A medida busca reduzir a ameaça de ataques cibernéticos contra o setor público ao obrigar as agências a corrigir vulnerabilidades de alto risco em prazos acelerados, em alguns casos de apenas três dias.
Segundo a CISA, a BOD 26-04 “substitui e revoga” as antigas BOD 19-02 e BOD 22-01, introduzidas em 2019 e 2021, respectivamente.
A agência afirma que a priorização da aplicação de patches leva em conta quatro fatores principais:
- se o ativo está exposto publicamente na internet;
- se a vulnerabilidade está no catálogo Known Exploited Vulnerabilities (KEV) da CISA;
- se a exploração pode ser automatizada para ataques em larga escala;
- se a exploração concede aos invasores controle parcial ou total de um sistema.
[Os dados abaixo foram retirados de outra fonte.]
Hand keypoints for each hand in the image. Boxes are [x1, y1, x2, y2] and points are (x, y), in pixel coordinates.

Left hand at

Com base nesses critérios, as agências recebem prazos para tratar as falhas de segurança, e o período mais curto é de três dias.
Em situações menos urgentes, quando a exploração automatizada não é possível ou quando ela só oferece controle parcial, o prazo passa a ser de duas semanas.
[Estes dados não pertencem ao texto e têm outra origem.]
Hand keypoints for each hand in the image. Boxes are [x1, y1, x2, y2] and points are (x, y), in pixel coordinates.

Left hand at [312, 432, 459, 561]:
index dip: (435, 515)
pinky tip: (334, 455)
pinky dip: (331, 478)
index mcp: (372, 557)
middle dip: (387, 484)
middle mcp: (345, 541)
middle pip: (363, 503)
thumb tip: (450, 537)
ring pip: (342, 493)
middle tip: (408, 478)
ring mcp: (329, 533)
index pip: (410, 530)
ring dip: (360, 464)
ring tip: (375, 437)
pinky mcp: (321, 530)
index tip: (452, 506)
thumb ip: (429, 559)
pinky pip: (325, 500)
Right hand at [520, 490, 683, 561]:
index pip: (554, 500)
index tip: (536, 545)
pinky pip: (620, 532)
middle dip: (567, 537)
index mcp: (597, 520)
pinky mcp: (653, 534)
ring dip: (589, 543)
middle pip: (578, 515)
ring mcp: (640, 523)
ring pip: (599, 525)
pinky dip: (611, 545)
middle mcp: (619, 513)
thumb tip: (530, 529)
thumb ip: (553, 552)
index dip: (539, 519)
A diretiva se aplica especificamente às agências do Poder Executivo Civil Federal dos EUA e aos sistemas de informação que elas operam.
Isso inclui órgãos e departamentos governamentais, mas não alcança determinados sistemas militares operados pelo Departamento de Guerra dos EUA, empresas privadas, sistemas da comunidade de inteligência e contratados.
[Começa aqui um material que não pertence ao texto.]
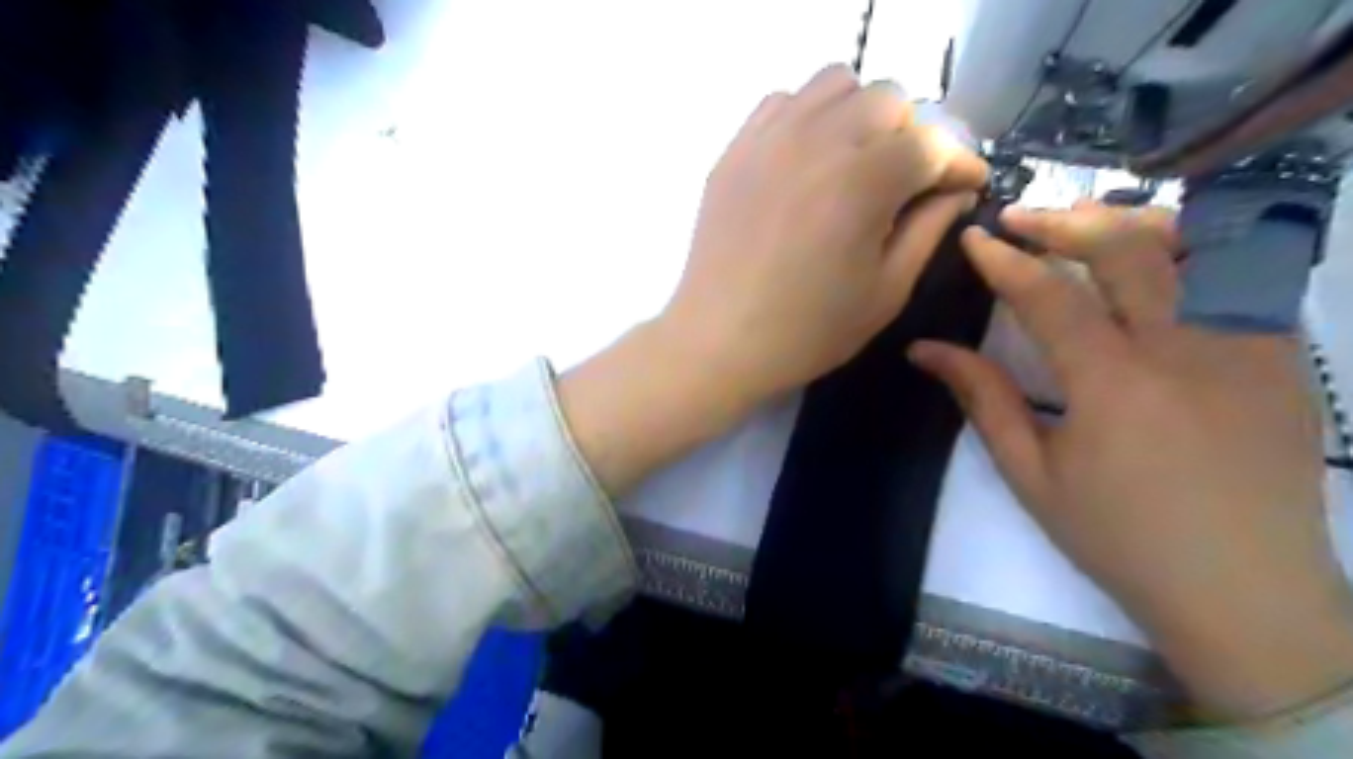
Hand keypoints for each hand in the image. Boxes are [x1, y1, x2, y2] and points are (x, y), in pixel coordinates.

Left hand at [661, 62, 991, 408]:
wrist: (720, 341)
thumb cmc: (807, 331)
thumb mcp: (886, 292)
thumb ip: (928, 230)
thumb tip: (955, 190)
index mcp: (864, 183)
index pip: (932, 144)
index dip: (959, 164)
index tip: (966, 187)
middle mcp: (819, 142)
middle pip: (888, 101)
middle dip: (912, 136)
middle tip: (908, 180)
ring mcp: (770, 139)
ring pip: (835, 85)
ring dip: (861, 114)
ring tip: (858, 161)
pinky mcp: (736, 150)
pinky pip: (784, 102)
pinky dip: (809, 116)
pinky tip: (809, 160)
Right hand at [907, 198, 1351, 715]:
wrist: (1244, 590)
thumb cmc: (1119, 537)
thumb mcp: (1031, 473)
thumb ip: (982, 399)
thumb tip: (925, 350)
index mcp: (1113, 385)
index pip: (1050, 295)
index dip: (1005, 260)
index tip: (975, 238)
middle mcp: (1186, 348)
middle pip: (1125, 249)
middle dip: (1064, 221)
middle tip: (1020, 218)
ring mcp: (1248, 345)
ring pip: (1193, 247)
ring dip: (1128, 224)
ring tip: (1083, 224)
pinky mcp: (1285, 355)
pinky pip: (1239, 276)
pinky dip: (1187, 252)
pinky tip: (1153, 262)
Assim como diretivas anteriores, a estrutura deve influenciar o setor mais amplo de cibersegurança e servir como um sinal mais claro de prioridade para aplicação de patches.
A medida vale para todos os sistemas federais locais, sistemas hospedados por terceiros e ambientes de cloud com e sem FedRAMP.
Neste momento, as agências sujeitas à diretiva BOD 26-04 devem atualizar suas políticas de gestão de vulnerabilidades, revisar seus inventários de ativos e automatizar a emissão de relatórios sobre o status do KEV.
Em 60 dias, os processos de gestão de vulnerabilidades deverão ser ajustados para usar dados de CVE e KEV como base para as decisões de remediação.
Em até 180 dias, todas as agências terão de seguir os novos prazos de correção e monitorar continuamente, além de reportar metadados detalhados dos ativos.